Much of this article is sourced from a study by Dr. Adrian E. Flatt of the George Truett James Orthopedic Institute at the Baylor University Medical Center in Dallas, Texas. It was published in the October 1999 issue of the BUMC Proceedings.
I have managed to find just one stamp specifically commemorating left-handedness although there are numerous stamps that depict one or both hands, usually as seen in famous paintings and other artwork. As I was finishing up this article, I happened to stumble upon a 35-page thread on one of the stamp collecting online forums and have started to peruse it for additional leftie stamps.
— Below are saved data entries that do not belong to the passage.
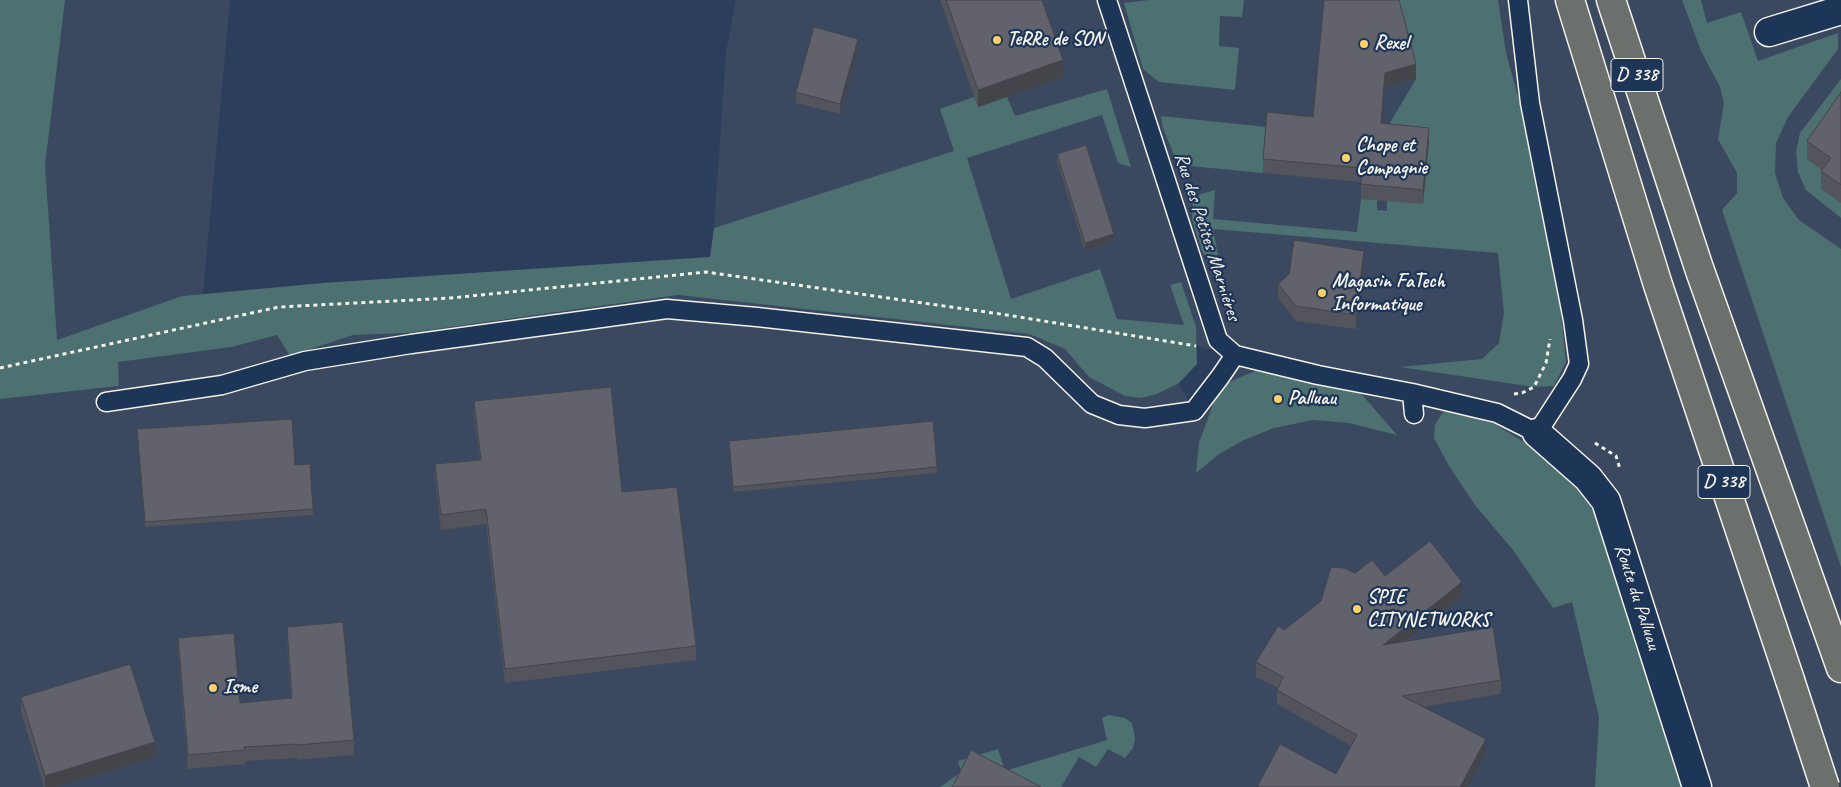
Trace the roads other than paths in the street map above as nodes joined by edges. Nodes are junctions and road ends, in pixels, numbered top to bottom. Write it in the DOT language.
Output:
graph roads {
  1 [pos="1107,0"];
  2 [pos="1518,0"];
  3 [pos="1570,0"];
  4 [pos="1612,0"];
  5 [pos="1841,10"];
  6 [pos="1769,32"];
  7 [pos="1235,355"];
  8 [pos="1412,393"];
  9 [pos="106,402"];
  10 [pos="1414,414"];
  11 [pos="1537,433"];
  12 [pos="1841,668"];
  13 [pos="1698,787"];
  14 [pos="1825,787"];
  1 -- 7 [label="lane, Rue des Petites Marniéres"];
  2 -- 11 [label="lane"];
  3 -- 14 [label="highway, D 338, bridge"];
  4 -- 12 [label="highway, D 338"];
  5 -- 6 [label="street"];
  7 -- 8 [label="lane"];
  7 -- 9 [label="lane"];
  8 -- 10 [label="lane"];
  8 -- 11 [label="lane"];
  11 -- 13 [label="street, Route du Palluau"];
}
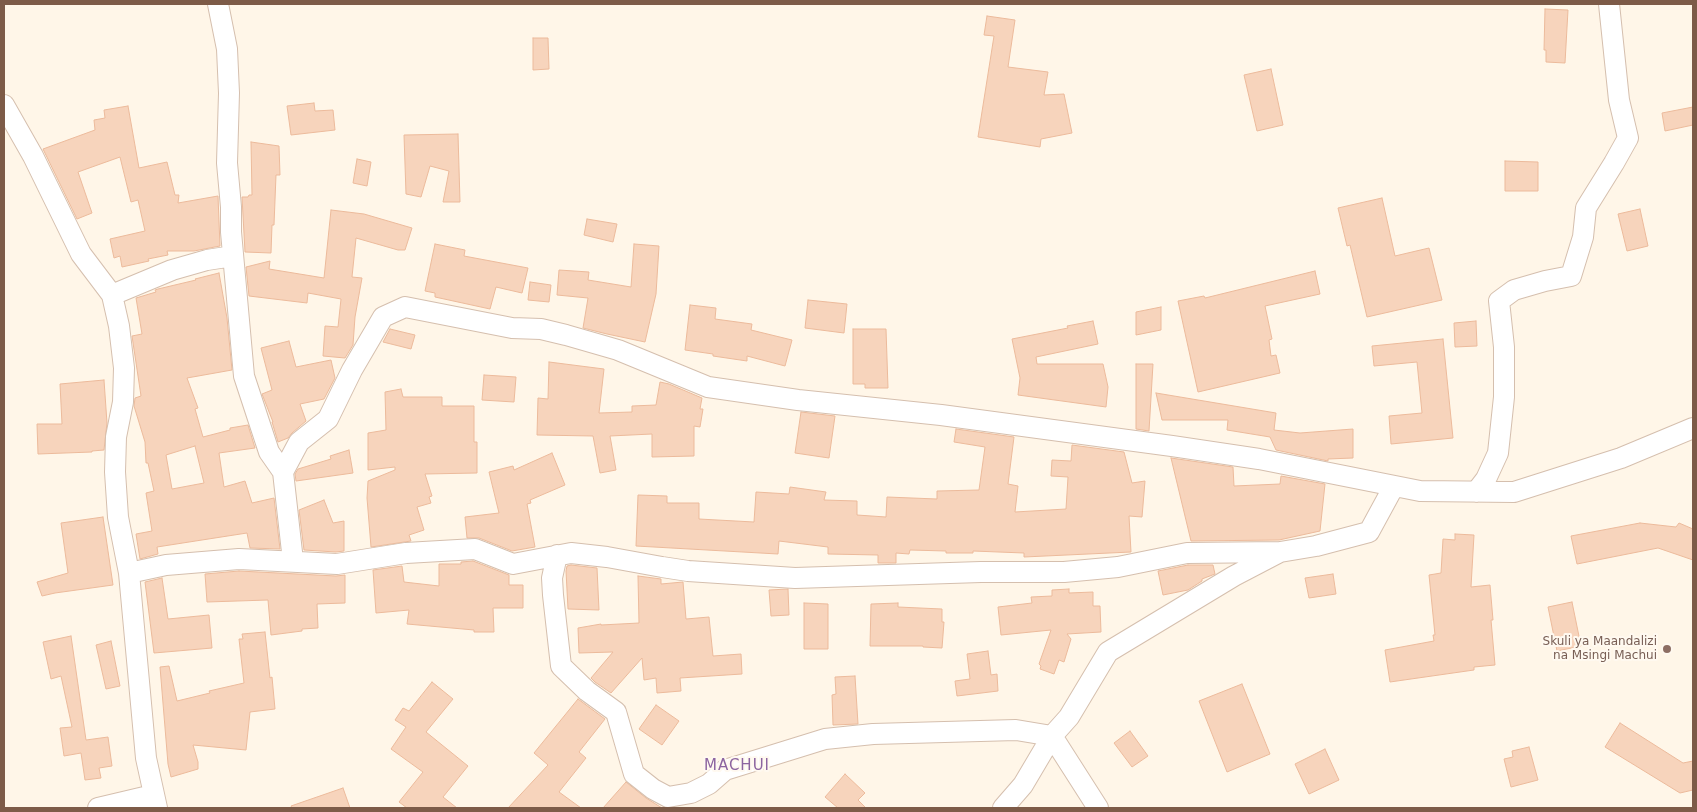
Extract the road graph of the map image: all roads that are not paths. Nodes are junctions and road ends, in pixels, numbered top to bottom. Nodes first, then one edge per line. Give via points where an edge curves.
1 (218, 4) edge
2 (1609, 4) edge
3 (4, 105) edge
4 (233, 256) junction
5 (112, 295) junction
6 (1693, 428) edge
7 (283, 472) junction
8 (1394, 486) junction
9 (1476, 492) junction
10 (1280, 552) junction
11 (557, 555) junction
12 (293, 561) junction
13 (129, 573) junction
14 (1052, 736) junction
15 (155, 802) edge
16 (98, 808) edge
17 (1003, 808) edge
18 (1098, 808) edge

1 - 4 street via 227,49 227,163
2 - 9 street via 1619,100 1628,138 1586,208 1583,237 1571,276 1514,290 1499,301 1504,346 1504,397 1498,453
3 - 5 street via 33,156 80,254
4 - 5 street via 172,270
4 - 7 street via 244,376 269,452
5 - 13 street via 124,368 123,402 116,437 116,490
6 - 9 street via 1621,458 1514,492
7 - 8 street via 300,442 328,419 383,317 404,307 566,335 618,350 708,387 1124,439 1259,459
7 - 12 street
8 - 9 street via 1420,491
8 - 10 street via 1369,532
10 - 11 street via 1187,553 1118,567 1064,572 796,578 688,571 607,557 571,553
10 - 14 street via 1108,652 1069,717
11 - 12 street via 513,564 475,549 406,553 337,564
11 - 14 street via 552,578 561,666 616,712 634,774 668,797 691,793 709,784 725,770 825,739 873,734 1016,730
12 - 13 street via 239,558 166,565
13 - 15 street via 146,758
14 - 17 street via 1023,785
14 - 18 street
15 - 16 street

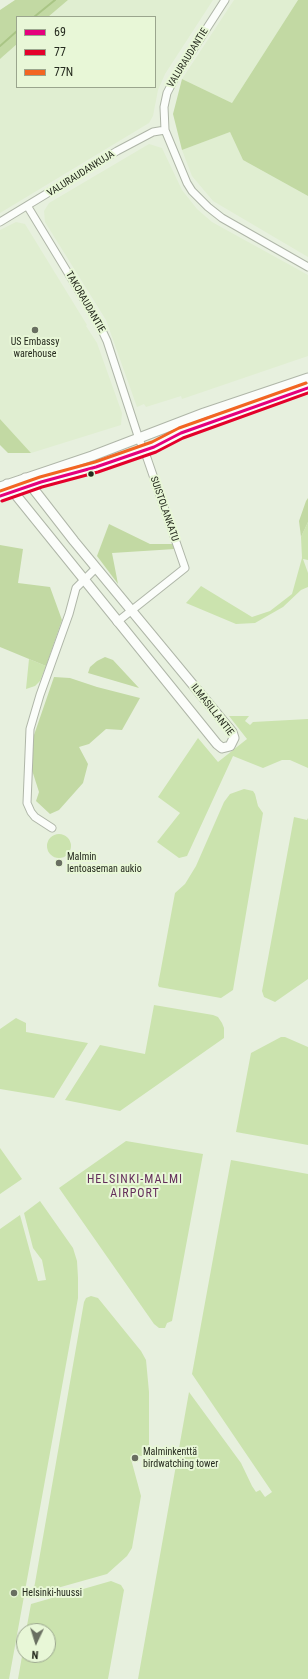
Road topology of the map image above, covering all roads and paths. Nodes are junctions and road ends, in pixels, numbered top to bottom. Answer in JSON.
{"nodes":[{"id":1,"x":225,"y":0,"type":"edge"},
{"id":2,"x":164,"y":130,"type":"junction"},
{"id":3,"x":28,"y":207,"type":"junction"},
{"id":4,"x":0,"y":222,"type":"edge"},
{"id":5,"x":308,"y":266,"type":"edge"},
{"id":6,"x":308,"y":378,"type":"edge"},
{"id":7,"x":308,"y":388,"type":"edge"},
{"id":8,"x":139,"y":439,"type":"junction"},
{"id":9,"x":143,"y":450,"type":"junction"},
{"id":10,"x":28,"y":482,"type":"junction"},
{"id":11,"x":6,"y":487,"type":"edge"},
{"id":12,"x":0,"y":496,"type":"edge"},
{"id":13,"x":96,"y":568,"type":"junction"},
{"id":14,"x":84,"y":580,"type":"junction"},
{"id":15,"x":131,"y":611,"type":"junction"},
{"id":16,"x":117,"y":622,"type":"junction"},
{"id":17,"x":52,"y":828,"type":"dead end"}],
"edges":[{"from":1,"to":2,"type":"street","name":"VALURAUDANTIE"},
{"from":2,"to":3,"type":"street","name":"VALURAUDANKUJA"},
{"from":2,"to":5,"type":"street","name":"VALURAUDANTIE"},
{"from":3,"to":4,"type":"street","name":"VALURAUDANKUJA"},
{"from":3,"to":8,"type":"street","name":"TAKORAUDANTIE"},
{"from":6,"to":8,"type":"main road"},
{"from":7,"to":9,"type":"main road"},
{"from":8,"to":9,"type":"street","name":"TAKORAUDANTIE"},
{"from":8,"to":10,"type":"main road"},
{"from":9,"to":10,"type":"main road"},
{"from":9,"to":15,"type":"street","name":"SUISTOLANKATU"},
{"from":10,"to":11,"type":"main road"},
{"from":10,"to":13,"type":"main road","name":"ILMASILLANTIE"},
{"from":11,"to":12,"type":"main road"},
{"from":11,"to":14,"type":"main road","name":"ILMASILLANTIE"},
{"from":13,"to":14,"type":"street"},
{"from":13,"to":15,"type":"main road","name":"ILMASILLANTIE"},
{"from":14,"to":16,"type":"main road","name":"ILMASILLANTIE"},
{"from":14,"to":17,"type":"street"},
{"from":15,"to":16,"type":"street"},
{"from":15,"to":16,"type":"main road","name":"ILMASILLANTIE"}]}
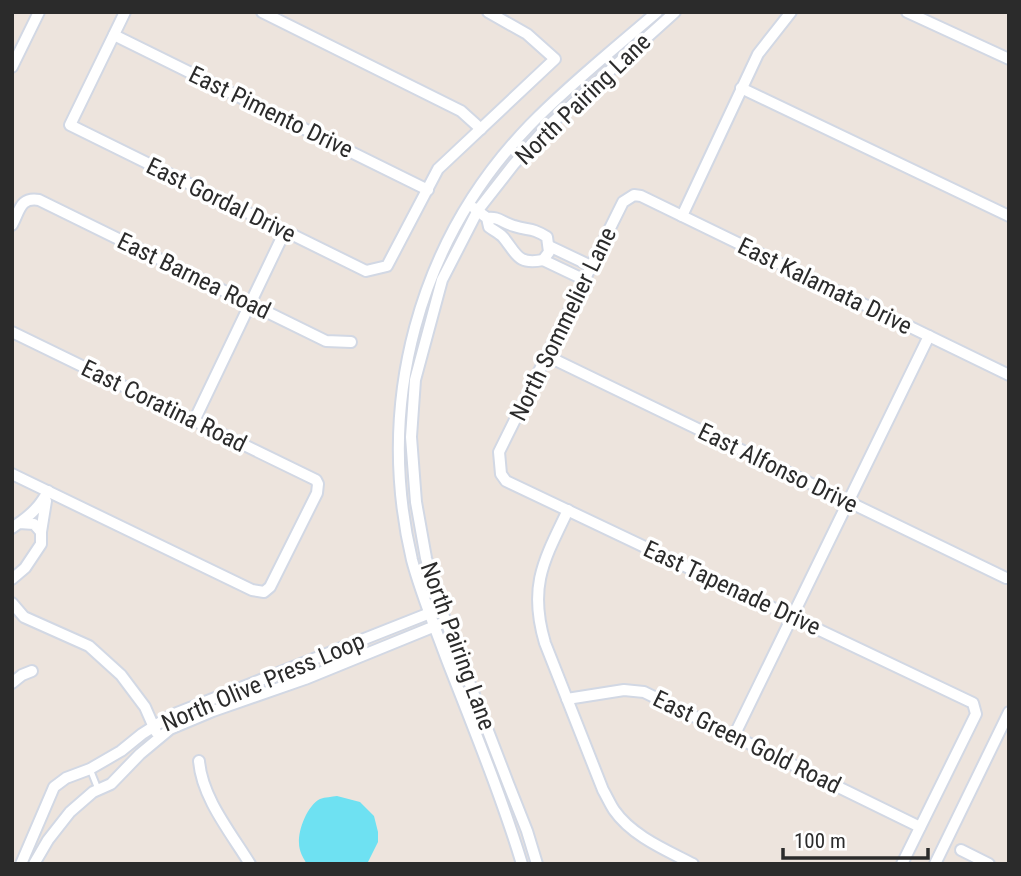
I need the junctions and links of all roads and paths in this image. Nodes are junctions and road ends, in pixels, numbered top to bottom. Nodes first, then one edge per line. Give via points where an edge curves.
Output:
1 (39, 12) edge
2 (125, 12) edge
3 (262, 12) edge
4 (488, 12) edge
5 (657, 12) edge
6 (675, 12) edge
7 (791, 12) edge
8 (907, 12) edge
9 (647, 28) junction
10 (114, 35) junction
11 (1009, 60) edge
12 (12, 67) edge
13 (741, 88) junction
14 (481, 129) junction
15 (428, 190) junction
16 (641, 196) joint
17 (478, 211) junction
18 (1007, 212) edge
19 (682, 216) junction
20 (12, 225) edge
21 (285, 231) junction
22 (549, 246) junction
23 (543, 260) junction
24 (591, 266) junction
25 (585, 280) junction
26 (250, 304) junction
27 (12, 332) edge
28 (929, 336) junction
29 (351, 342) dead end
30 (547, 356) junction
31 (1009, 375) edge
32 (194, 421) junction
33 (499, 465) joint
34 (12, 474) edge
35 (48, 491) junction
36 (847, 501) junction
37 (568, 510) junction
38 (15, 526) edge
39 (41, 532) junction
40 (1009, 578) edge
41 (12, 579) edge
42 (12, 603) edge
43 (441, 609) junction
44 (429, 614) junction
45 (791, 617) junction
46 (446, 622) junction
47 (434, 626) junction
48 (32, 671) dead end
49 (12, 683) edge
50 (567, 699) junction
51 (1009, 712) edge
52 (172, 715) junction
53 (154, 726) junction
54 (177, 727) junction
55 (734, 736) junction
56 (159, 738) junction
57 (199, 761) dead end
58 (90, 769) junction
59 (98, 790) junction
60 (920, 827) junction
61 (961, 850) dead end
62 (682, 861) edge
63 (21, 864) edge
64 (34, 864) edge
65 (250, 864) edge
66 (522, 864) edge
67 (537, 864) edge
68 (902, 864) edge
69 (935, 864) edge
70 (989, 864) edge

1 - 12 street
2 - 10 street
3 - 14 street via 461,111
4 - 14 street via 527,34 555,59
5 - 9 street, North Pairing Lane
6 - 9 street, North Pairing Lane
7 - 13 street via 758,54
8 - 11 street
9 - 17 street, North Pairing Lane via 531,124 494,169
10 - 15 street, East Pimento Drive
10 - 21 street, East Gordal Drive via 70,125
13 - 18 street
13 - 19 street
14 - 15 street via 438,169
15 - 21 street, East Gordal Drive via 387,265 373,270 366,271
16 - 19 street, East Kalamata Drive
16 - 24 street, North Sommelier Lane via 623,202
17 - 22 street via 514,227 536,230 547,237
17 - 23 street via 516,257
17 - 43 street, North Pairing Lane via 442,280 415,380 411,437 416,502
17 - 44 street, North Pairing Lane via 433,273 413,332 401,394 401,500
19 - 28 street, East Kalamata Drive
20 - 26 street, East Barnea Road via 23,201 39,200
21 - 26 street
22 - 23 street
22 - 24 street
23 - 25 street
24 - 25 street, North Sommelier Lane
25 - 30 street, North Sommelier Lane
26 - 29 street, East Barnea Road via 326,341
26 - 32 street
27 - 32 street, East Coratina Road
28 - 31 street, East Kalamata Drive
28 - 36 street
30 - 33 street, North Sommelier Lane via 499,452
30 - 36 street, East Alfonso Drive
32 - 35 street, East Coratina Road via 318,484 264,592
33 - 37 street, East Tapenade Drive via 506,481
34 - 35 street
35 - 38 street via 39,507
35 - 39 street
36 - 40 street, East Alfonso Drive
36 - 45 street
37 - 45 street, East Tapenade Drive
37 - 50 street via 545,559 538,608 545,643
38 - 39 street via 34,524
39 - 41 street via 41,544
42 - 53 street via 24,617 89,646 121,675
43 - 44 street, North Olive Press Loop
43 - 46 street, North Pairing Lane
44 - 47 street, North Pairing Lane
44 - 52 street, North Olive Press Loop
45 - 55 street
45 - 60 street, East Tapenade Drive via 973,703 976,713
46 - 47 street, North Olive Press Loop
46 - 67 street, North Pairing Lane
47 - 54 street, North Olive Press Loop
47 - 66 street, North Pairing Lane
48 - 49 street
50 - 55 street, East Green Gold Road via 624,690 644,692
50 - 62 street via 615,811 630,828
51 - 69 street
52 - 53 street, North Olive Press Loop
52 - 54 lane
53 - 56 street
53 - 58 street, North Olive Press Loop
54 - 56 street, North Olive Press Loop
55 - 60 street, East Green Gold Road
56 - 59 street, North Olive Press Loop via 111,784
57 - 65 street via 206,794
58 - 59 lane
58 - 63 street, North Olive Press Loop via 54,787
59 - 64 street, North Olive Press Loop via 69,812
60 - 68 street
61 - 70 street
Scott #414 was released by the Croatian Postal Administration of Bosnia-Herzegovina (known as Mostar) on August 13, 2015, to commemorate International Left Handers Day, apparently the only such commemorative to date. It is denominated at 2.00 marks and was printed using offset lithography, comb-perforated 14. There were 30,000 stamps printed in sheets of eight by Zrinski d d Cakovec of Croatia.